Season's greetings
Milo ouvrit péniblement un oeil.
Et le referma aussitôt en gémissant entre ses dents.
Il avait mal au crâne.
Mais au moins il savait pourquoi.
Grognant sourdement, il rabattit le drap sur sa tête. Encore engourdi par le sommeil, Camus s'agita, et se lova instinctivement contre son épaule, sa peau tout contre la sienne, la tiédeur de son souffle caressant son cou. Milo se laissa envahir par une délicieuse sensation de bien-être. Ah, c'était si bon de se réveiller dans ces bras chauds et doux. Il avait presque oublié à quel point c'était bon ... et pourtant, tant de fois, après la mort de Camus pendant la Bataille du Sanctuaire, il s'était endormi, épuisé et en larmes dans un lit froid et vide... Instinctivement, il enlaça son amant endormi et l'attira un peu plus contre lui, savourant la chaleur de son corps.
C'est vrai qu'il faisait bigrement frisquet depuis quelques jours. Et pour lui qui était grec jusqu'au bout des ongles, c'était un avant-goût du purgatoire de se sentir ainsi gelé en permanence. Comment Camus pouvait-il supporter un climat glacial comme celui de la Sibérie, alors que lui grelottait dès que le thermomètre affichait moins de quinze degrés ? La seule chose qui le consolait, c'est que précisement il n'était pas le seul. Loin de là. Les autres méridionaux pur jus du Sanctuaire, que ce soit les jumeaux, le très sicilien Masque de Mort ou les deux Aio, pestaient eux aussi contre la courbe plongeante des températures. On pouvait atomiser des cailloux gros comme l'Acropole, faire couler les rivières en sens inverse, concentrer en une seule attaque autant d'énergie que vingt centrales nucléaires dernière génération ... et apprécier sa petite laine, non ? Quel mal y avait-il à ça ?
Il recala son oreiller sous sa tête et essaya de se rendormir. Mais c'était peine perdue et il le savait. La migraine enflait sournoisement, conséquence inévitable de la joyeuse soirée de la veille. Le premier réveillon du jour de l'an depuis leur retour du royaume d'Hadès avait été arrosé. Très arrosé. Trop arrosé ...
Il réprima son énervement en cherchant ses pantoufles et s'extirpa en silence du lit, abandonnant son bel amant endormi. Direction la cuisine et un café noir et serré comme seul Masque de Mort savait en faire,parade absolue au pivert qui s'amusait à lui cogner frénétiquement derrière les yeux . Mais là encore, les choses refusaient de tourner comme il le voulait. Un geste approximatif sans aucun doute lié à un restant d'ébriété et le sol de la cuisine finit maculé de poudre brune. Milo poussa un soupir et, pendant que les arômes délicieux se répandaient dans toute la pièce dans le roucoulement de la cafetière, il entreprit de nettoyer les dégâts. Ce qui n'était guère facile, avec le mal de crâne qui le torturait, et comme si ça ne suffisait pas, il y avait cette lumière ...
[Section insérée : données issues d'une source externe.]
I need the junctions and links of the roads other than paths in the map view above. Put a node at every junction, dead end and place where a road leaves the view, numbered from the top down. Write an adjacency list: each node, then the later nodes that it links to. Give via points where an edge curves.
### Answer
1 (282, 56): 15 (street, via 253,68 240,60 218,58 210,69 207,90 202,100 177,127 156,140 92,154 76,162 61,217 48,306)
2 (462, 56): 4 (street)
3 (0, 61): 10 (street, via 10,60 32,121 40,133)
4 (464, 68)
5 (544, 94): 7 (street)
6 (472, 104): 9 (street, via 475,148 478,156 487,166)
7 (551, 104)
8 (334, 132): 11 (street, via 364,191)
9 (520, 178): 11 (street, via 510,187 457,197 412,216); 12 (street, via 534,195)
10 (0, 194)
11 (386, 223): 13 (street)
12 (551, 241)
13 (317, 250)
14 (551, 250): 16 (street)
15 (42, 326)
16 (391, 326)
... tiens oui, c'était quoi, cette lumière au fait ?
Il fronça un sourcil, mu par un sombre pressentiment. Il avait beau encore payer les excès de la veille, il était tout de même assez lucide pour se rendre compte qu'une telle clarté était inhabituelle. Inquiet, il abandonna ses travaux ménagers et se dirigea vers la porte comme attiré par un aimant. A peine en eut-il franchi le seuil qu'il se figea net, tous poils hérissés.
Il venait de marcher sur quelque chose. Quelque chose qui n'était pas là la veille. Quelque chose de gluant, de glissant et de désagréable, très désagréable. En voilà une année qui commençait bien ...
Il laissa tomber un regard désolé vers le sol.
- Si encore c'était du pied gauche ..., grinça-t-il mentalement.
Un frôlement de tissu le sortit de son abattement, et il sentit la longue manche du peignoir de Camus s'enrouler autour de sa taille.
- C'est beau, non ?, murmura une voix tendre tout près de son oreille.
- Beau ? Milo balaya du regard le Sanctuaire qui s'étalait à ses pieds. Un Sanctuaire comme il ne l'avait pas vu depuis des années, couvert de dix centimètres de neige immaculée tombée pendant la nuit.
Il laissa échapper un petit gémissement pas très convaincu. Il détestait la neige. C'était froid, collant, humide. Et ça se mettait vraiment partout, sur les toits, sur le sol, dans les escaliers, sur les arbres, sur les rochers. Avec le soleil, ça brillait comme un sapin de Noël, et au premier souffle de vent ça s'envolait et faisait étinceler l'air qui semblait vibrer de toute cette pureté. Plus un bruit. Tout paraissait endormi. En paix ...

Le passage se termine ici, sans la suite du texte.